Legislators offer consumers a mixed bag

Maryland residents gained a few more protections against predatory financial practices, such as refund anticipation loans and foreclosure during the 2010 General Assembly session.

But legislators punted on other issues. For instance, they decided to study whether to regulate debt settlement companies and revisit the issue during the next session — leaving customers at risk in the meantime, said Marceline White, executive director of the Maryland Consumer Rights Coalition.

"Failure to act is still an action," she said.

The scorecard for consumers at the conclusion of the 90-day annual legislative session could be considered a tie, advocates said. While some bills long sought by consumer rights groups won approval, others were shelved. White called the session "a mixed bag."

Some of the biggest successes were in the area of environmental health, said Fielding Huseth, an advocate with Maryland PIRG, a nonprofit consumer group.

Lawmakers approved bills banning the chemical bisphenol-A from baby bottles and products and phasing out the use of flame-retardant decabromodiphenyl ether, also known as deca-BDE, which is used in mattresses, furniture and electronics.

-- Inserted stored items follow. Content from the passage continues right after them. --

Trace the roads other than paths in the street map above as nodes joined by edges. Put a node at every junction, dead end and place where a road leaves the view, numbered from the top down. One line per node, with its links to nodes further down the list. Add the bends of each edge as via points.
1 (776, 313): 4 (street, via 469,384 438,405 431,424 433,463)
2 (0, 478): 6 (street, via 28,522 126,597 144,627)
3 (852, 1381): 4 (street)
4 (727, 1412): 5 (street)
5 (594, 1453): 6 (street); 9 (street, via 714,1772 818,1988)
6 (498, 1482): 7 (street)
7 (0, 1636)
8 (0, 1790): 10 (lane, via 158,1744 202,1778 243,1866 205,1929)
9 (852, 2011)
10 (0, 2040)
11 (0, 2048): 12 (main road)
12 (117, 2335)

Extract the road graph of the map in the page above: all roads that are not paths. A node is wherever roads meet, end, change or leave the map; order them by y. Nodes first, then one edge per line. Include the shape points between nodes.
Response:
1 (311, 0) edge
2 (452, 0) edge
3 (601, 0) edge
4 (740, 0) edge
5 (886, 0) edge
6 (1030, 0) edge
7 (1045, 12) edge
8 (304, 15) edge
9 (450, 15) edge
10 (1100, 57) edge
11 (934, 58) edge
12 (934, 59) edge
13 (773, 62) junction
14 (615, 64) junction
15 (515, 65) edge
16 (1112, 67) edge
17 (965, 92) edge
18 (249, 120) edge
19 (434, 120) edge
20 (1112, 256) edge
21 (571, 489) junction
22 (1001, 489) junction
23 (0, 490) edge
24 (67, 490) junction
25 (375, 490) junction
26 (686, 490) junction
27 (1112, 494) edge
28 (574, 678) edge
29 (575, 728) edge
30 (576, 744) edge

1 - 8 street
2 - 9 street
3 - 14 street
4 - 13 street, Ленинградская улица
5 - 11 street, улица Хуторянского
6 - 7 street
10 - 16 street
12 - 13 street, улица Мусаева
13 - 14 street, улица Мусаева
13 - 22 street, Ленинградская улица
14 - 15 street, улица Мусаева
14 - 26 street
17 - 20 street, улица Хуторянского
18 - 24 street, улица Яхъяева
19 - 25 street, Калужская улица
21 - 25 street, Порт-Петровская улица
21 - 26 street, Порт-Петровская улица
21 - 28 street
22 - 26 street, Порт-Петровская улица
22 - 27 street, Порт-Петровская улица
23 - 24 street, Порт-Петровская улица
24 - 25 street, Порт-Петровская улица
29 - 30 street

"This will assure parents that the products they're buying are safe for families," Huseth said, adding that such victories on the state level put pressure on Congress to change a chemical-policy law enacted in 1976. The new Maryland law "gets us one step closer to an actual overhaul of our chemical policy in this country."

In the financial services area, one bill closes a loophole that allowed payday lenders to circumvent Maryland's 33 percent interest rate cap on loans under $6,000 by requiring consumers to go through brokers that charge additional fees. Lawmakers also passed a bill requiring more disclosures about the fees charged on refund anticipation loans.

And another law requiring foreclosure mediation is aimed at creating a clear structure and a timeline for homeowners who need help. "It will offer a softer landing, so homeowners will have other options before they go into foreclosure and lose their homes," White said.

But there were also disappointments for consumer advocates this session.

White feared that more people would end up in debt while legislators study a proposal to prevent debt settlement companies from collecting fees from clients until they have settled balances.

When consumers work with such companies, they often stop making payments to creditors while they save for a lump-sum payment. The debt settlers often wait to negotiate with the creditors until the payment is ready — but start charging their own fees right away, White said. The process can take months, during which time the consumers' debts are piling up.

"Lots of people would love jobs where you got paid before you perform," White said. "If they get paid upon each debt they settle, it's a better incentive for them, and consumers know what they're getting."

A bill to prevent many kinds of employers from using a credit history to deny employment or fire a worker failed to make it out of committee in both houses of the legislature. Other states, like Washington and Hawaii, have put such bans in place, Huseth said.

Studies have shown that as many as 25 percent of credit reports contain inaccurate information. "People could be judged on hiring decisions based on false information one in four times," he said.

Another failed bill would have given consumers access to information about arbitrators and how they have ruled in past cases between consumers and companies. Many consumer contracts mandate arbitration disputes instead of going to court. Advocates have complained that arbitrators too often side with companies.

But in Maryland, that record will remain unavailable.